There is another way to see why you divide by n-1. We also have to address something called "degrees of freedom" before too long, and it is the degrees of freedom that is the key of the other explanation. As we go through this explanation, you should be able to see that the two explanations are related.

Imagine that you have a sample with 10 members (n=10), and you want to use it to estimate the variance of the population form which it was drawn. You write each of the 10 values on a separate scrap of paper. If you know the population mean, you could start by computing all 10 (x-\mu)^{2}. In the usual case, you do not know \mu, however, and you must start by finding \bar{x} from the values on the 10 scraps to use as an estimate of m. Once you have found \bar{x}, you could lose any one of the 10 scraps and still be able to find the value that was on the lost scrap form and the other 9 scraps. If you are going to use \bar{x} in the formula for sample variance, only 9 (or n-1), of the x's are free to take on any value. Because only n-1 of the x's can vary freely, you should divide \sum (x-\bar{x})^{2} by n-1, the number of (x’s) that are really free. Once you use \bar{x} in the formula for sample variance, you use up one "degree of freedom", leaving only n-1. Generally, whenever you use something you have previously computed from a sample within a formula, you use up a degree of freedom.

A little thought will link the two explanations. The first explanation is based on the idea that \bar{x}, the estimator of \mu, varies with the sample. It is because \bar{x} varies with the sample that a degree of freedom is used up in the second explanation.

The sample standard deviation is found simply by taking the square root of the sample variance:
s=\sqrt{[\sum (x-\bar{x})^{2}/(n-1)]}

While the sample variance is an unbiased estimator of population variance, the sample standard deviation is not an unbiased estimator of the population standard deviation—the square root of the average is not the same as the average of the square roots. This causes statisticians to use variance where it seems as though they are trying to get at standard deviation. In general, statisticians tend to use variance more than standard deviation. Be careful with formulas using sample variance and standard deviation in the following chapters. Make sure you are using the right one. Also note that many calculators will find standard deviation using both the population and sample formulas. Some use \sigma and s to show the difference between population and sample formulas, some use sn and sn-1 to show the difference.

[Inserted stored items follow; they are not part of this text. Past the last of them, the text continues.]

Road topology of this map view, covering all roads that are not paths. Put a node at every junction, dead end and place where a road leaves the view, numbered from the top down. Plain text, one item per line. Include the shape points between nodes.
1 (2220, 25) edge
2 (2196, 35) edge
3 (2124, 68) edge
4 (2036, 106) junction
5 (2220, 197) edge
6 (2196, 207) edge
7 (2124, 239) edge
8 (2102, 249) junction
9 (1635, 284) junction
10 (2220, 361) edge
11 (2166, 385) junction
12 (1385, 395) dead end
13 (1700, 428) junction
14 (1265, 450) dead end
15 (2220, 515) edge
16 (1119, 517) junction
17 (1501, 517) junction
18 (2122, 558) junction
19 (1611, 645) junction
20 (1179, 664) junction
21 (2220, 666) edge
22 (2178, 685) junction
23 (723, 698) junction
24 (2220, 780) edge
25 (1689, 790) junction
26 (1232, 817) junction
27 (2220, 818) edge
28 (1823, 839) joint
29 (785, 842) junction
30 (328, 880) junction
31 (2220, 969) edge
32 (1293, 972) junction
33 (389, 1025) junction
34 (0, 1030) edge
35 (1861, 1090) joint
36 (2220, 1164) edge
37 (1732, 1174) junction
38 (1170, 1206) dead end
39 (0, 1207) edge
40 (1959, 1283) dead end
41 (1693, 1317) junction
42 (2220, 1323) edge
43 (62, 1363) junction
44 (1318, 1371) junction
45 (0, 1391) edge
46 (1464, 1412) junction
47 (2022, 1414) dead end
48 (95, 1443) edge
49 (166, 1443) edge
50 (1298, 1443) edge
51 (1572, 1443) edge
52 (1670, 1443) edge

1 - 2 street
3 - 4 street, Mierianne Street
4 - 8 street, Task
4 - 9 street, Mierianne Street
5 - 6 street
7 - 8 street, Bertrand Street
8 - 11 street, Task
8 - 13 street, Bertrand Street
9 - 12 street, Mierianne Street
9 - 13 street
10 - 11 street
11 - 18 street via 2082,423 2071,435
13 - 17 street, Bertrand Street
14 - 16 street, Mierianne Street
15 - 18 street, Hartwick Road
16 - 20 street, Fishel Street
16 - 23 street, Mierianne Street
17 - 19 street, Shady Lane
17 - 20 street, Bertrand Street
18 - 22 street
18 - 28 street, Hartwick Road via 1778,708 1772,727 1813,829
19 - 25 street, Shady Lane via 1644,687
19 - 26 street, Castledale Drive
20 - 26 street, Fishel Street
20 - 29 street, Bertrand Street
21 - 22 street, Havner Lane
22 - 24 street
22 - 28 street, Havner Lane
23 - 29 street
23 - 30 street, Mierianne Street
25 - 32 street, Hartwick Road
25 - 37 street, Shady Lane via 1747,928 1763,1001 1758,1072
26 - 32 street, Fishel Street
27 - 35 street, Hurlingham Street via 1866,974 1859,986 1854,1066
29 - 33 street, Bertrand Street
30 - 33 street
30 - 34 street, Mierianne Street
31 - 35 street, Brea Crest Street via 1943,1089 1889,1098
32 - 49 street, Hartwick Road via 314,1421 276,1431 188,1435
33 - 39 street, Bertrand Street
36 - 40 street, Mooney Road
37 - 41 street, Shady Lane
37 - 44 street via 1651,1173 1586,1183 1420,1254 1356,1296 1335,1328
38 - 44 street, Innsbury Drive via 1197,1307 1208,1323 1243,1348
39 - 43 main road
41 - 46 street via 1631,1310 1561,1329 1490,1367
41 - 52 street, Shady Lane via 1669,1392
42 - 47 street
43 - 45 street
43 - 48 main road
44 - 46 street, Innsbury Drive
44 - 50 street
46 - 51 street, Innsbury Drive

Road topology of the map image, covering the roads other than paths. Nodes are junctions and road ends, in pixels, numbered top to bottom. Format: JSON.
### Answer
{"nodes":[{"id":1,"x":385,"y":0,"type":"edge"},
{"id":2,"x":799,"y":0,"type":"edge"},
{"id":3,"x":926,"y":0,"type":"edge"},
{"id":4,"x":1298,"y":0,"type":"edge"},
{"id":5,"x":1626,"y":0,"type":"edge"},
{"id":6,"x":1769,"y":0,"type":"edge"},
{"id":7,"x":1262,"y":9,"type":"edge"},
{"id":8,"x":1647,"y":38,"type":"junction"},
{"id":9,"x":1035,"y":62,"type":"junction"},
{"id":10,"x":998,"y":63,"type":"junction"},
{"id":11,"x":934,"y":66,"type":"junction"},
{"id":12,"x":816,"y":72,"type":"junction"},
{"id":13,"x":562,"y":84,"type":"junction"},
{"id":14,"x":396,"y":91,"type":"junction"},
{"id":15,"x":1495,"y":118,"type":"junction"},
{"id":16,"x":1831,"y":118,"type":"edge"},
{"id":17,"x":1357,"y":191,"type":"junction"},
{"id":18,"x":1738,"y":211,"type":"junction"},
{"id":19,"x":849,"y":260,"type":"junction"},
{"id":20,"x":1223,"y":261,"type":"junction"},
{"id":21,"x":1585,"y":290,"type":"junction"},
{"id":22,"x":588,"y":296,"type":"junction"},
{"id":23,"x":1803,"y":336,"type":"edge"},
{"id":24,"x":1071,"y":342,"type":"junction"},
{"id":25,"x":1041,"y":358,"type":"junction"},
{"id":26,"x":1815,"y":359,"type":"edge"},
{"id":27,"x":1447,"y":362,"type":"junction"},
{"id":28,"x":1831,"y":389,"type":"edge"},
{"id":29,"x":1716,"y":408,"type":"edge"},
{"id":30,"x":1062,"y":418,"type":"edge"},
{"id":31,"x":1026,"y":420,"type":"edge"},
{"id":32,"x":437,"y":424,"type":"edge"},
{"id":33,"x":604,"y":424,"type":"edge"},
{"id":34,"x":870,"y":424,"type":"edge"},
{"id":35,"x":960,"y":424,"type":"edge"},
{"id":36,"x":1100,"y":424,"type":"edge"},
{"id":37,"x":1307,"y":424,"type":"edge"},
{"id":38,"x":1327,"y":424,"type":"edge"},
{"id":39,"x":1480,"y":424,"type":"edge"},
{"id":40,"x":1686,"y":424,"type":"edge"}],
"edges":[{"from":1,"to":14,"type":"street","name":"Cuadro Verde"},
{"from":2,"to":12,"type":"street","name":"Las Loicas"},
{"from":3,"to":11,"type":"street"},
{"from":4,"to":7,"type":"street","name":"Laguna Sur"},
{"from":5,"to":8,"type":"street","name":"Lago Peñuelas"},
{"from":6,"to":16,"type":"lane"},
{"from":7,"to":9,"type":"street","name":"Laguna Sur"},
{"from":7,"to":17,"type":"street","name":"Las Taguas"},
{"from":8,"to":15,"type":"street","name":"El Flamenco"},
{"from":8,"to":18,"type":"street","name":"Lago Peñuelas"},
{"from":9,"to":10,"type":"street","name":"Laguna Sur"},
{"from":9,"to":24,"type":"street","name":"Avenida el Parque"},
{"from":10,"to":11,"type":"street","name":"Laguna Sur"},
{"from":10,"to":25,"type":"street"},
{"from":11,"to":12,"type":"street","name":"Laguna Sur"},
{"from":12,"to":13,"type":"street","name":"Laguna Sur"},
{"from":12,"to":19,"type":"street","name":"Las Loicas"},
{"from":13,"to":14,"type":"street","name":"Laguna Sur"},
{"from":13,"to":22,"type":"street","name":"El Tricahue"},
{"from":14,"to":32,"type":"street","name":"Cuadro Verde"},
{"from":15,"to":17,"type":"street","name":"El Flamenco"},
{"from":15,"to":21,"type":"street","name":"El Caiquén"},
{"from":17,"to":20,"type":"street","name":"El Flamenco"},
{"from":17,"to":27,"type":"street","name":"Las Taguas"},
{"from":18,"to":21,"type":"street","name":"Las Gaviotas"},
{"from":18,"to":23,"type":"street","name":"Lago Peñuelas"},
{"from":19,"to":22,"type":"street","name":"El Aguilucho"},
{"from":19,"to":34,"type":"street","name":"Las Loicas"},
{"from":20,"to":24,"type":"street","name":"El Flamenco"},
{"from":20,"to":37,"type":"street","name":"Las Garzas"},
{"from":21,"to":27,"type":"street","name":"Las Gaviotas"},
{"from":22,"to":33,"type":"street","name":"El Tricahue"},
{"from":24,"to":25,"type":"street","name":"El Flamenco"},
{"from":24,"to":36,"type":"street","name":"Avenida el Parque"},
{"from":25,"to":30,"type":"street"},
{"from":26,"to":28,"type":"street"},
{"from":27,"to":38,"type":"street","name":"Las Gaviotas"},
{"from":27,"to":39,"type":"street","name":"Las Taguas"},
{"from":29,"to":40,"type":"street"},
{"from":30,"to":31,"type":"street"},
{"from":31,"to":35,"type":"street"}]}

If Ann Howard wanted to infer what the population distribution of volleyball players' sock sizes looked like she could do so from her sample. If she is going to send volleyball coaches packages of socks for the players to try, she will want to have the packages contain an assortment of sizes that will allow each player to have a pair that fits. Ann wants to infer what the distribution of volleyball players sock sizes looks like. She wants to know the mean and variance of that distribution. Her data, again, is:

size

frequency

6

3

7

24

8

33

9

20

10

17

 

The mean sock size can be found:
=[(3x6)+(24x7)+(33x8)+(20x9)+(17x10)]/97 = 8.25.

To find the sample standard deviation, Ann decides to use Excel. She lists the sock sizes that were in the sample in column B, and the frequency of each of those sizes in column C. For column D, she has the computer find for each of \sum (x-\bar{x})^{2} the sock sizes, using the formula =(B1-8.25)^2 in the first row, and then copying it down to the other four rows. In E1, she multiplies D1, by the frequency using the formula =C1*D1, and copying it down into the other rows. Finally, she finds the sample standard deviation by adding up the five numbers in column E and dividing by n-1 = 96 using the Excel formula =sum(E1:E5)/96. The spreadsheet appears like this when she is done:

A

B

C

D

E

1

6

3

5.06

15.19

2

7

24

1.56

37.5

3

8

33

0.06

2.06

4

9

20

0.56

11.25

5

10

17

3.06

52.06

6

n=

97

 

Var = 1.217139

7

     

Std.dev = 1.10324

8

       

Ann now has an estimate of the variance of the sizes of socks worn by college volleyball players, 1.22. She has inferred that the population of college volleyball players' sock sizes has a mean of 8.25 and a variance of 1.22.